The layout and the use of an UMB reflect the Mentawaian's strong sense of community. All houses stand on stilts; many of them are beautifully decorated with carved panels and wall paintings. One enters at the front via a notched tree trunk which serves as a stairway. The first room, an open airy veranda, is a common room, a place to converse and to receive guests. It is here that most of the men sleep at night. Some of the men also bed down in the first interior room, a large hall with a common hearth, used for ceremonies, and with a wooden floor for the dances performed during ritual festivities. Sometimes the TUDDUKAT is also situated here, an ensemble of three or four slitdrums used for signalling and making music. A door leads into the second interior room, the place where the women and the small children sleep and the location of the main fetish of the UMA: a bundle of plants with magical properties called BAKKAT KATSAILA. During the day meals for the individual families are cooked here. Due to government prohibitions, on Sipora and Pagai most if not all of these beautiful longhouses have disappeared; a few are preserved in southern Siberut.

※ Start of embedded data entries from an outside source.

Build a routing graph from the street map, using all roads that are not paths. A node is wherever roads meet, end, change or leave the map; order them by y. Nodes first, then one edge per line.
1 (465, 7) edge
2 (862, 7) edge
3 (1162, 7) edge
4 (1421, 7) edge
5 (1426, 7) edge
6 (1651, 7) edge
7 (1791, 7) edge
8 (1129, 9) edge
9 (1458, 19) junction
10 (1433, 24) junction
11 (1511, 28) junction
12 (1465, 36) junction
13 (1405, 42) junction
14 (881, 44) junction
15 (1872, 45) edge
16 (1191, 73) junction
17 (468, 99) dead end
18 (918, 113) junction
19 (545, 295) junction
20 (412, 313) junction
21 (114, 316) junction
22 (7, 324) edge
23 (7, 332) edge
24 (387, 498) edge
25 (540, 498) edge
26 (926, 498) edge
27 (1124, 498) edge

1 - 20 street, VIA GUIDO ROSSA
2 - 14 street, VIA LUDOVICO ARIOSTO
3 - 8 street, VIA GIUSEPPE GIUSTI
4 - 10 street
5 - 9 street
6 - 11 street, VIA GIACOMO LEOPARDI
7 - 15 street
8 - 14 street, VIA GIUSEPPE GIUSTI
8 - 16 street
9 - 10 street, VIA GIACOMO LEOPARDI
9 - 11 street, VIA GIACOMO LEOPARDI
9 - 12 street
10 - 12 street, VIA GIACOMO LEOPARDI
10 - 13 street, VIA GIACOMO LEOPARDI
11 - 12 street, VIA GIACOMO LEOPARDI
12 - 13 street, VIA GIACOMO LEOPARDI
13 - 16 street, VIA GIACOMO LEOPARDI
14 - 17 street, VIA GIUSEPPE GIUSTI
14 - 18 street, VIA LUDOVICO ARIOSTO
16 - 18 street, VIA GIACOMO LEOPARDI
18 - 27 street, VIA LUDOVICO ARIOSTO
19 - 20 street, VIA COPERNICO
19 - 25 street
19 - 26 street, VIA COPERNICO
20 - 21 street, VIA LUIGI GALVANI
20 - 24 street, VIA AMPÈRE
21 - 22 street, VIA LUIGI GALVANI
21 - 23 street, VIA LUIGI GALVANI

Despite the simplicity of inherited working techniques, each household can in principle produce everything needed for traditional daily life. The people live off the land, cultivating sago (main crop on Siberut, mainly men's work), taro on inundated fields (main crop on Sipora and Pagai; mainly a task of the women), yams, several kinds of vegetables, bananas, coconuts and various kinds of fruit trees. The way in which they prepare their fields differs from that of many other forest-dwelling people as they do not use fire after cutting down the trees. Gradually and without loss of soil fertility and erosion, they replace the original forest by one dominated by fruit trees. They also raise chickens and pigs. In daily life, pork and chicken are supplemented by river or seashore fish caught by the women. At the conclusion of communal festive rituals there is moreover meat from the hunt, above all monkeys and deer, which the men track with the aid of dogs and then kill with spears and bows with poisoned arrows. At ritual occasions communities close to the sea also catch turtles with harpoons and nets.
The working of metal, weaving and pottery are unknown. Mentawaians are skilled carpenters, who use intricate mortise-and-tenon jointing in their wooden constructions. In the past people made use of stone tools fashioned with neolithic techniques. Until today they produce barkcloth for the traditional men's loincloth and skirts of leaves worn by women when working in the gardens. Occasionally they also still use bamboo for cooking.
For several generations there have been certain articles the Mentawaians could not produce themselves - in the traditional situation these were mainly iron tools, tobacco, glass beads, and material for mosquito nets, skirts and loincloths, which were obtained from Sumatran merchants in exchange for rattan, coconuts, and more recently also cloves and other newly introduced cash crops. In the modern villages, money is replacing exchange and demand includes everything available in a West Sumatran rural market.
There is no economic specialization except as based on gender and age.
Clans own stretches of uncultivated land including water courses, which one of their descendants has 'found' in an until then unclaimed region. The land is worked by the branch that settled there and built an UMA; its members are called "the owners of the riverstones". Later immigrants have to ask their permission in order to obtain the right to cultivate a stretch of land. They are the individual owners of the crops they have planted and retain this property as long as it remains fertile even if they eventually move away; the land, however, returns to the original clan. Pieces of land can also be purchased, for instance using pigs for payment; such pieces remain the property of the buyer and his descendants (Schefold 1988:230).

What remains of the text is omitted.